Is What You’re Eating Causing you to Age?

For all our skincare and makeup fans out there, there is an often unspoken truth in the beauty industry that needs to be discussed. Though it’s not revolutionary, it seems to go under the radar in our quest for unblemished, glowing skin. Are you ready? 

You need to eat better. 

There, it’s been said. 

Underscoring the importance of our internal state doesn’t help anyone achieve healthy skin, it only intensifies the issue. Our skin’s appearance is tightly woven with the foods and beverages we choose. Food is integral to our bodies’ functioning and what we choose to put in them will determine whether we thrive or wither. 

In a nutshell, cells absorb the food we eat and use that energy to carry out specific functions in our body, one of them being skin repair and restoration. If we are giving our cells low-quality nutrients, depriving them of nutrients, or overloading them with potentially toxic substances, we are weakening our cell’s ability to perform their job. 

Maintaining a healthy diet can be much more difficult in this day of readily accessible processed foods and conflicting nutritional advice.  So while there are plenty of foods that might hurt our skin but they may not be the ones you’re thinking. 

There are a number of potential clues for your skin woes, but certain foods could still have the potential to be aggravating your skin concerns.

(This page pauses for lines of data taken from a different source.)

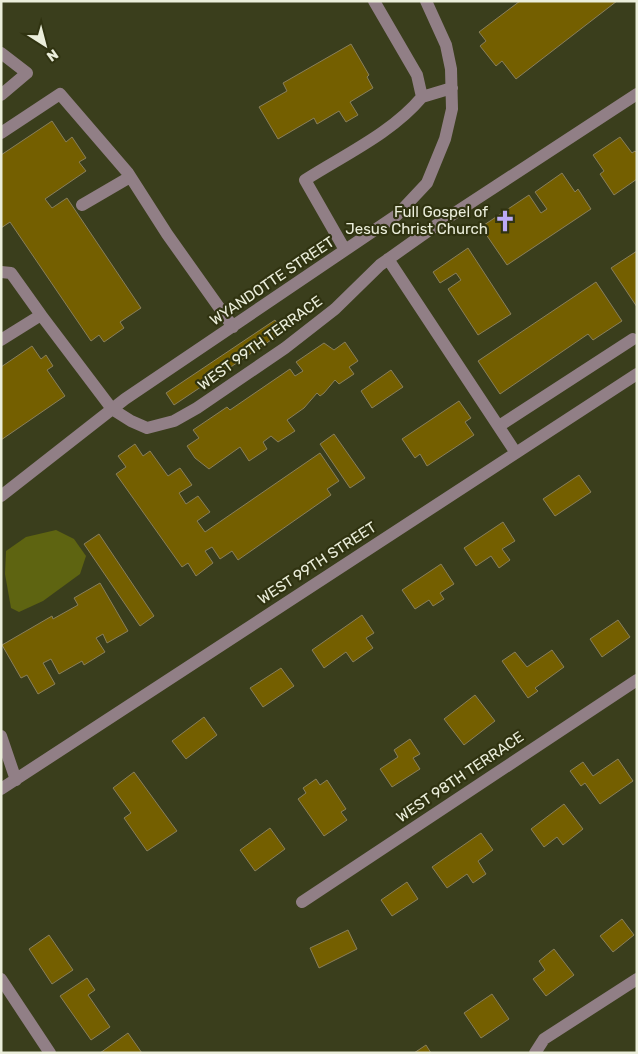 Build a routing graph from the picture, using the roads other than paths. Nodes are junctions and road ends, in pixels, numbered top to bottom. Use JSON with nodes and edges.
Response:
{"nodes":[{"id":1,"x":374,"y":1,"type":"edge"},
{"id":2,"x":426,"y":1,"type":"edge"},
{"id":3,"x":1,"y":53,"type":"edge"},
{"id":4,"x":452,"y":88,"type":"junction"},
{"id":5,"x":637,"y":94,"type":"edge"},
{"id":6,"x":1,"y":96,"type":"edge"},
{"id":7,"x":422,"y":97,"type":"junction"},
{"id":8,"x":1,"y":133,"type":"edge"},
{"id":9,"x":130,"y":176,"type":"junction"},
{"id":10,"x":82,"y":205,"type":"dead end"},
{"id":11,"x":344,"y":250,"type":"junction"},
{"id":12,"x":388,"y":259,"type":"junction"},
{"id":13,"x":1,"y":272,"type":"edge"},
{"id":14,"x":41,"y":315,"type":"junction"},
{"id":15,"x":233,"y":327,"type":"junction"},
{"id":16,"x":633,"y":339,"type":"dead end"},
{"id":17,"x":1,"y":340,"type":"edge"},
{"id":18,"x":637,"y":374,"type":"edge"},
{"id":19,"x":112,"y":409,"type":"junction"},
{"id":20,"x":499,"y":426,"type":"junction"},
{"id":21,"x":516,"y":453,"type":"junction"},
{"id":22,"x":1,"y":496,"type":"edge"},
{"id":23,"x":637,"y":680,"type":"edge"},
{"id":24,"x":1,"y":736,"type":"edge"},
{"id":25,"x":16,"y":780,"type":"junction"},
{"id":26,"x":1,"y":789,"type":"edge"},
{"id":27,"x":302,"y":902,"type":"dead end"},
{"id":28,"x":1,"y":979,"type":"edge"},
{"id":29,"x":637,"y":979,"type":"edge"},
{"id":30,"x":50,"y":1053,"type":"edge"},
{"id":31,"x":535,"y":1053,"type":"edge"}],
"edges":[{"from":1,"to":7,"type":"street"},
{"from":2,"to":4,"type":"street","name":"WYANDOTTE STREET"},
{"from":3,"to":6,"type":"street"},
{"from":4,"to":7,"type":"street"},
{"from":4,"to":11,"type":"street","name":"WYANDOTTE STREET"},
{"from":5,"to":12,"type":"street","name":"WEST 99TH TERRACE"},
{"from":7,"to":11,"type":"street"},
{"from":8,"to":9,"type":"street"},
{"from":9,"to":10,"type":"street"},
{"from":9,"to":15,"type":"street"},
{"from":11,"to":15,"type":"street","name":"WYANDOTTE STREET"},
{"from":12,"to":19,"type":"street","name":"WEST 99TH TERRACE"},
{"from":12,"to":20,"type":"street"},
{"from":13,"to":14,"type":"street"},
{"from":14,"to":17,"type":"street"},
{"from":14,"to":19,"type":"street"},
{"from":15,"to":19,"type":"street","name":"WYANDOTTE STREET"},
{"from":16,"to":20,"type":"street"},
{"from":18,"to":21,"type":"street","name":"WEST 99TH STREET"},
{"from":19,"to":22,"type":"street","name":"WYANDOTTE STREET"},
{"from":20,"to":21,"type":"street"},
{"from":21,"to":25,"type":"street","name":"WEST 99TH STREET"},
{"from":23,"to":27,"type":"street","name":"WEST 98TH TERRACE"},
{"from":24,"to":25,"type":"street"},
{"from":25,"to":26,"type":"street","name":"WEST 99TH STREET"},
{"from":28,"to":30,"type":"street"},
{"from":29,"to":31,"type":"street"}]}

Below are a few common culprits.


Ever wake up feeling a little puffy around the eyes? Too much salt can cause some of us to retain water. Because the skin around the eyes is so thin, he explains, the area swells easily — and leaves you cursing last night’s popcorn when you catch your reflection the next morning.

Excess sodium dehydrates your skin leaving it drier and more prone to irritation and inflammation. 


Sugar is on the wanted list for over health perpetrators.  Sugar can wreck your skin from the inside out acting a dehydrator and testosterone producer.  High blood sugar can weaken the skin by affecting tissues like collagen, and leave you more vulnerable to lines and wrinkles. Not to mention that food with a high glycemic index, like white bread, candies, soda, and cake, can trigger hormones that prompt your body to create more oil. 

On the upside, this means that there isn’t anything particular to chocolate, a rumored breakout culprit, that’s giving you trouble, but the high sugar content of that sweet treat. A good choice is to opt for dark chocolate since they are usually lower in sugar and higher in antioxidants. 


Alcohol is a natural diuretic, which means the more you drink, the more dehydrated you become. It saps the natural moisture from your skin as well, which can make those wrinkles and fine lines look more pronounced. 

Aside from leaving you parched alcohol triggers inflammation all over the body. It creates a histamine reaction that leaves you red and flushed. The alcohol is generally out of your system within a day or two, and though your body will recover from a night out, prolonged bouts of drinking can leave you with an overall puffy, red, and unhealthy appearance. 


Some dairy products may contribute to skin problems. While there are multiple theories as to why milk affects acne the most commons ones revolve around hormones and lactose. Cow’s milk is filled with proteins that stimulate growth and hormones that have been shown to trigger breakouts. Additionally, the added hormones from the cow’s milk can influence our own endocrine system and thus further signal for a breakout. 

The second reason blames the lactose, or the natural sugar present in milk, as one reason for breakouts. Did you know that most people, 65% to be exact, are lactose intolerant? And for the rest of us, humans just don’t break down lactose easily after infancy. Some studies have indicated that these sensitivities could be the reason for acne breakouts. 



If you’re like us, reading this list sparked some despair. It seems like every food out there carries one of these ingredients. So what to do? It’s best to stick to the easiest (in theory) nutrition advice out there. Eat a balanced diet of whole foods, drink lots of water, and get some exercise. Those steps alone can have a significant impact on your skin’s appearance and health.  

Some people might find that of the previously mentioned list that some are particularly irritating while others have no reaction within their skin. The best options are to limit potentially harmful ingredients and take note of what your skin reacts to best and adjust your diet accordingly.